• Data:
___
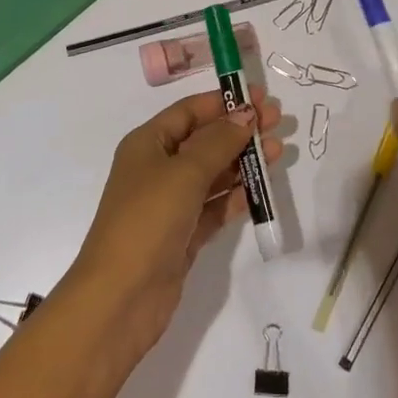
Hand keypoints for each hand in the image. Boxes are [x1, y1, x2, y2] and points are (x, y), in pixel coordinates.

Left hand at [65, 86, 282, 361]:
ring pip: (213, 173)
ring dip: (243, 162)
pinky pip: (215, 206)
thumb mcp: (184, 173)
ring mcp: (171, 204)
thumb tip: (246, 114)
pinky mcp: (183, 235)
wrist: (120, 300)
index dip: (224, 102)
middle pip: (204, 140)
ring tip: (278, 151)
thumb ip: (218, 142)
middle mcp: (158, 169)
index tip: (259, 97)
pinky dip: (236, 196)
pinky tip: (260, 189)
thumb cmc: (147, 221)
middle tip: (277, 121)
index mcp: (148, 144)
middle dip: (239, 130)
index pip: (190, 111)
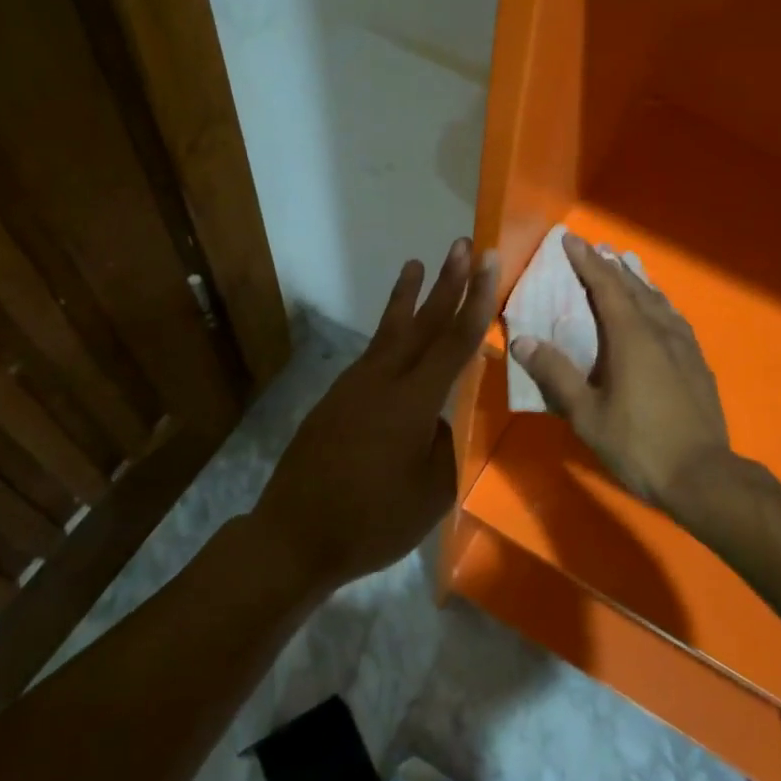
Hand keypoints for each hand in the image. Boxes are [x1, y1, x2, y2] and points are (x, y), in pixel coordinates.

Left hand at [256, 239, 498, 590]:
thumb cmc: (372, 521)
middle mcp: (382, 382)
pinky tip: (397, 334)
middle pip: (422, 324)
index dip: (475, 300)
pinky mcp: (336, 399)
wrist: (294, 536)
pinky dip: (389, 334)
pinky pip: (372, 356)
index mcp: (412, 403)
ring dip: (409, 298)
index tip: (486, 262)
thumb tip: (440, 418)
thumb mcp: (431, 492)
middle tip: (462, 245)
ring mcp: (353, 387)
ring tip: (416, 264)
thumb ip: (445, 445)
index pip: (454, 342)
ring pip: (390, 333)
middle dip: (446, 283)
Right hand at [510, 231, 730, 515]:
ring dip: (637, 282)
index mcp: (631, 336)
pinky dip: (657, 304)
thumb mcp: (587, 415)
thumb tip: (521, 340)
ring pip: (658, 301)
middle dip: (611, 266)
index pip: (605, 286)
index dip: (587, 261)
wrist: (702, 476)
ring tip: (625, 270)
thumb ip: (555, 374)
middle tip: (595, 250)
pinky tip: (658, 312)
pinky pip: (673, 319)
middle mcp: (660, 330)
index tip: (571, 239)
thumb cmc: (638, 444)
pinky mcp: (698, 362)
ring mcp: (684, 345)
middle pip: (634, 287)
___
The reply should hold only the lines running from the top of the records to the line containing "thumb cmc: (372, 521)", both included, copied exactly with no pictures.

• Result of this task:
Hand keypoints for each hand in the image. Boxes are [x1, y1, x2, y2] and points are (x, y), in pixel coordinates.

Left hand at [65, 86, 282, 361]:
ring pip: (213, 173)
ring dip: (243, 162)
pinky pip: (215, 206)
thumb mcp: (184, 173)
ring mcp: (171, 204)
thumb tip: (246, 114)
pinky mcp: (183, 235)
wrist: (120, 300)
index dip: (224, 102)
middle pip: (204, 140)
ring tip: (278, 151)
thumb ip: (218, 142)
middle mcp: (158, 169)
index tip: (259, 97)
pinky dip: (236, 196)
pinky tip: (260, 189)
thumb cmc: (147, 221)
middle tip: (277, 121)
index mcp: (148, 144)
middle dip: (239, 130)
index pip: (190, 111)
Hand keypoints for each hand in the image. Boxes are [x1, y1, x2, y2] and points are (x, y), in pixel coordinates.

Left hand at [256, 239, 498, 590]:
thumb cmc: (372, 521)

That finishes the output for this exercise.